§ **EXERCISE OBJECTIVE**: All of the data below needs to be set down again, exactly as shown.

Excerpts from a dataset
========================
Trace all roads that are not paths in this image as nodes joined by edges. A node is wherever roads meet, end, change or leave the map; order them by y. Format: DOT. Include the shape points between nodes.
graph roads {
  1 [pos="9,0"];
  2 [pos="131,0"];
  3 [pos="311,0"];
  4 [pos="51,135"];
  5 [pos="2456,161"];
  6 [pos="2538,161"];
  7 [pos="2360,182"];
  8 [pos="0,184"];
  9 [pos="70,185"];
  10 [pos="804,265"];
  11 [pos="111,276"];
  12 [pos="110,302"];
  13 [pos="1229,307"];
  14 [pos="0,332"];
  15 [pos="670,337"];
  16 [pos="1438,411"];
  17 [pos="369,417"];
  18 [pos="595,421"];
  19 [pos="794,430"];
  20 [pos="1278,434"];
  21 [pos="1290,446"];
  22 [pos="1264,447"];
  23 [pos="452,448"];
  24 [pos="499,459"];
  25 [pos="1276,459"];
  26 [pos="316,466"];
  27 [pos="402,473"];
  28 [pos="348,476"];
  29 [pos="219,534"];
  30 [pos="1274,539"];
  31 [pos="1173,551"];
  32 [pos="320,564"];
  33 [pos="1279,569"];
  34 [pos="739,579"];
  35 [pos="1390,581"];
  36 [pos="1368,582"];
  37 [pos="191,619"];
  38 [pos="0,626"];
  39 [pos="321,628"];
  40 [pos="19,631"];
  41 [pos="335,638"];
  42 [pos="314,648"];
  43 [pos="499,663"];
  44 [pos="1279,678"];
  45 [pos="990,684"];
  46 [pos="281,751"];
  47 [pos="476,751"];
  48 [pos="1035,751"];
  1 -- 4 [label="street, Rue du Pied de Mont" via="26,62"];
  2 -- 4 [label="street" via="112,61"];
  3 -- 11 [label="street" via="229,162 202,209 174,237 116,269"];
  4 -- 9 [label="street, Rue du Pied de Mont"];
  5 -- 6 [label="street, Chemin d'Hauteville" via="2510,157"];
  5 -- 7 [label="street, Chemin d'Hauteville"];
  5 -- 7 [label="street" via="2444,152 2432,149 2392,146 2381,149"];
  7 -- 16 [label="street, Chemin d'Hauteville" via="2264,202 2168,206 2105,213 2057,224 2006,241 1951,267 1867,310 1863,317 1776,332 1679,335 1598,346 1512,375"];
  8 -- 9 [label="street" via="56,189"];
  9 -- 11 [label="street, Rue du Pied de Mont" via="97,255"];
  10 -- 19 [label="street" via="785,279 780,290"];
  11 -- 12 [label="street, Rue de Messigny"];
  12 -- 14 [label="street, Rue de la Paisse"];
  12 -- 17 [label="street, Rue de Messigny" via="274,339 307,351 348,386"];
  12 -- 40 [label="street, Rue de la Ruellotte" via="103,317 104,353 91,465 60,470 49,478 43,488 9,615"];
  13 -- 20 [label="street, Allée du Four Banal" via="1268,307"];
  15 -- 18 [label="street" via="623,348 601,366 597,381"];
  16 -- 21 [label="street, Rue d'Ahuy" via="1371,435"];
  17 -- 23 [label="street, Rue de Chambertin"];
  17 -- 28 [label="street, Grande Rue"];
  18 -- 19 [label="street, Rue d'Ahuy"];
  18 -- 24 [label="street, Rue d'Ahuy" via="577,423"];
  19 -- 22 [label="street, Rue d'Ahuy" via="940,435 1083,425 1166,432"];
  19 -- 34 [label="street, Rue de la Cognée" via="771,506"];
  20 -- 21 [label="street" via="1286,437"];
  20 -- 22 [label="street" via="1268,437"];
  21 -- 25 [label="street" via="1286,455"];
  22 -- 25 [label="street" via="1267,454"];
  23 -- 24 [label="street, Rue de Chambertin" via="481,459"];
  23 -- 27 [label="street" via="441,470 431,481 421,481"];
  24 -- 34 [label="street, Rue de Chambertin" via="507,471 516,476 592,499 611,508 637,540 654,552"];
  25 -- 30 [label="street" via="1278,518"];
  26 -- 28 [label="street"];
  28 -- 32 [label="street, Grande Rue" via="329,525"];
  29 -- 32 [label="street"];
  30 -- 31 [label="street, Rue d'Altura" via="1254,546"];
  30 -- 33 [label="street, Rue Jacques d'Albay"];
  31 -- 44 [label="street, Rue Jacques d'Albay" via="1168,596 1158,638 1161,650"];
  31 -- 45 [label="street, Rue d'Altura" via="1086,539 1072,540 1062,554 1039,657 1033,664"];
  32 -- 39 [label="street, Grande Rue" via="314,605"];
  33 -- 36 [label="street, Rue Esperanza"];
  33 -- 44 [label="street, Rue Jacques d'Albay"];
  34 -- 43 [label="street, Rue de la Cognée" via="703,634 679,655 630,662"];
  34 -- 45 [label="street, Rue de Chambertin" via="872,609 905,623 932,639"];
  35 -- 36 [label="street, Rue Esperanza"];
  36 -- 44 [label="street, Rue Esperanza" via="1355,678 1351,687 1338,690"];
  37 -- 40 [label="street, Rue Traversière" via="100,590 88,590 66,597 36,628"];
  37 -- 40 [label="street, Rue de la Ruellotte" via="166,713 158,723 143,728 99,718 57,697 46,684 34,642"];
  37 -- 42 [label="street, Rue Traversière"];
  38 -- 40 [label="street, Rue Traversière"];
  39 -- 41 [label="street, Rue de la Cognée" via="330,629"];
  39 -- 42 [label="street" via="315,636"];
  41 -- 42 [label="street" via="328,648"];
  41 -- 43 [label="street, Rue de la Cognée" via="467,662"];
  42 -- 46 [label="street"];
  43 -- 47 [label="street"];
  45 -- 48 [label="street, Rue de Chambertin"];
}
========================
§ **ANSWER SPACE**:
Trace all roads that are not paths in this image as nodes joined by edges. A node is wherever roads meet, end, change or leave the map; order them by y. Format: DOT. Include the shape points between nodes.
graph roads {
  1 [pos="9,0"];
  2 [pos="131,0"];
  3 [pos="311,0"];
  4 [pos="51,135"];
  5 [pos="2456,161"];
  6 [pos="2538,161"];
  7 [pos="2360,182"];
  8 [pos="0,184"];
  9 [pos="70,185"];
  10 [pos="804,265"];
  11 [pos="111,276"];
  12 [pos="110,302"];
  13 [pos="1229,307"];
  14 [pos="0,332"];
  15 [pos="670,337"];
  16 [pos="1438,411"];
  17 [pos="369,417"];
  18 [pos="595,421"];
  19 [pos="794,430"];
  20 [pos="1278,434"];
  21 [pos="1290,446"];
  22 [pos="1264,447"];
  23 [pos="452,448"];
  24 [pos="499,459"];
  25 [pos="1276,459"];
  26 [pos="316,466"];
  27 [pos="402,473"];
  28 [pos="348,476"];
  29 [pos="219,534"];
  30 [pos="1274,539"];
  31 [pos="1173,551"];
  32 [pos="320,564"];
  33 [pos="1279,569"];
  34 [pos="739,579"];
  35 [pos="1390,581"];
  36 [pos="1368,582"];
  37 [pos="191,619"];
  38 [pos="0,626"];
  39 [pos="321,628"];
  40 [pos="19,631"];
  41 [pos="335,638"];
  42 [pos="314,648"];
  43 [pos="499,663"];
  44 [pos="1279,678"];
  45 [pos="990,684"];
  46 [pos="281,751"];
  47 [pos="476,751"];
  48 [pos="1035,751"];
  1 -- 4 [label="street, Rue du Pied de Mont" via="26,62"];
  2 -- 4 [label="street" via="112,61"];
  3 -- 11 [label="street" via="229,162 202,209 174,237 116,269"];
  4 -- 9 [label="street, Rue du Pied de Mont"];
  5 -- 6 [label="street, Chemin d'Hauteville" via="2510,157"];
  5 -- 7 [label="street, Chemin d'Hauteville"];
  5 -- 7 [label="street" via="2444,152 2432,149 2392,146 2381,149"];
  7 -- 16 [label="street, Chemin d'Hauteville" via="2264,202 2168,206 2105,213 2057,224 2006,241 1951,267 1867,310 1863,317 1776,332 1679,335 1598,346 1512,375"];
  8 -- 9 [label="street" via="56,189"];
  9 -- 11 [label="street, Rue du Pied de Mont" via="97,255"];
  10 -- 19 [label="street" via="785,279 780,290"];
  11 -- 12 [label="street, Rue de Messigny"];
  12 -- 14 [label="street, Rue de la Paisse"];
  12 -- 17 [label="street, Rue de Messigny" via="274,339 307,351 348,386"];
  12 -- 40 [label="street, Rue de la Ruellotte" via="103,317 104,353 91,465 60,470 49,478 43,488 9,615"];
  13 -- 20 [label="street, Allée du Four Banal" via="1268,307"];
  15 -- 18 [label="street" via="623,348 601,366 597,381"];
  16 -- 21 [label="street, Rue d'Ahuy" via="1371,435"];
  17 -- 23 [label="street, Rue de Chambertin"];
  17 -- 28 [label="street, Grande Rue"];
  18 -- 19 [label="street, Rue d'Ahuy"];
  18 -- 24 [label="street, Rue d'Ahuy" via="577,423"];
  19 -- 22 [label="street, Rue d'Ahuy" via="940,435 1083,425 1166,432"];
  19 -- 34 [label="street, Rue de la Cognée" via="771,506"];
  20 -- 21 [label="street" via="1286,437"];
  20 -- 22 [label="street" via="1268,437"];
  21 -- 25 [label="street" via="1286,455"];
  22 -- 25 [label="street" via="1267,454"];
  23 -- 24 [label="street, Rue de Chambertin" via="481,459"];
  23 -- 27 [label="street" via="441,470 431,481 421,481"];
  24 -- 34 [label="street, Rue de Chambertin" via="507,471 516,476 592,499 611,508 637,540 654,552"];
  25 -- 30 [label="street" via="1278,518"];
  26 -- 28 [label="street"];
  28 -- 32 [label="street, Grande Rue" via="329,525"];
  29 -- 32 [label="street"];
  30 -- 31 [label="street, Rue d'Altura" via="1254,546"];
  30 -- 33 [label="street, Rue Jacques d'Albay"];
  31 -- 44 [label="street, Rue Jacques d'Albay" via="1168,596 1158,638 1161,650"];
  31 -- 45 [label="street, Rue d'Altura" via="1086,539 1072,540 1062,554 1039,657 1033,664"];
  32 -- 39 [label="street, Grande Rue" via="314,605"];
  33 -- 36 [label="street, Rue Esperanza"];
  33 -- 44 [label="street, Rue Jacques d'Albay"];
  34 -- 43 [label="street, Rue de la Cognée" via="703,634 679,655 630,662"];
  34 -- 45 [label="street, Rue de Chambertin" via="872,609 905,623 932,639"];
  35 -- 36 [label="street, Rue Esperanza"];
  36 -- 44 [label="street, Rue Esperanza" via="1355,678 1351,687 1338,690"];
  37 -- 40 [label="street, Rue Traversière" via="100,590 88,590 66,597 36,628"];
  37 -- 40 [label="street, Rue de la Ruellotte" via="166,713 158,723 143,728 99,718 57,697 46,684 34,642"];
  37 -- 42 [label="street, Rue Traversière"];
  38 -- 40 [label="street, Rue Traversière"];
  39 -- 41 [label="street, Rue de la Cognée" via="330,629"];
  39 -- 42 [label="street" via="315,636"];
  41 -- 42 [label="street" via="328,648"];
  41 -- 43 [label="street, Rue de la Cognée" via="467,662"];
  42 -- 46 [label="street"];
  43 -- 47 [label="street"];
  45 -- 48 [label="street, Rue de Chambertin"];
}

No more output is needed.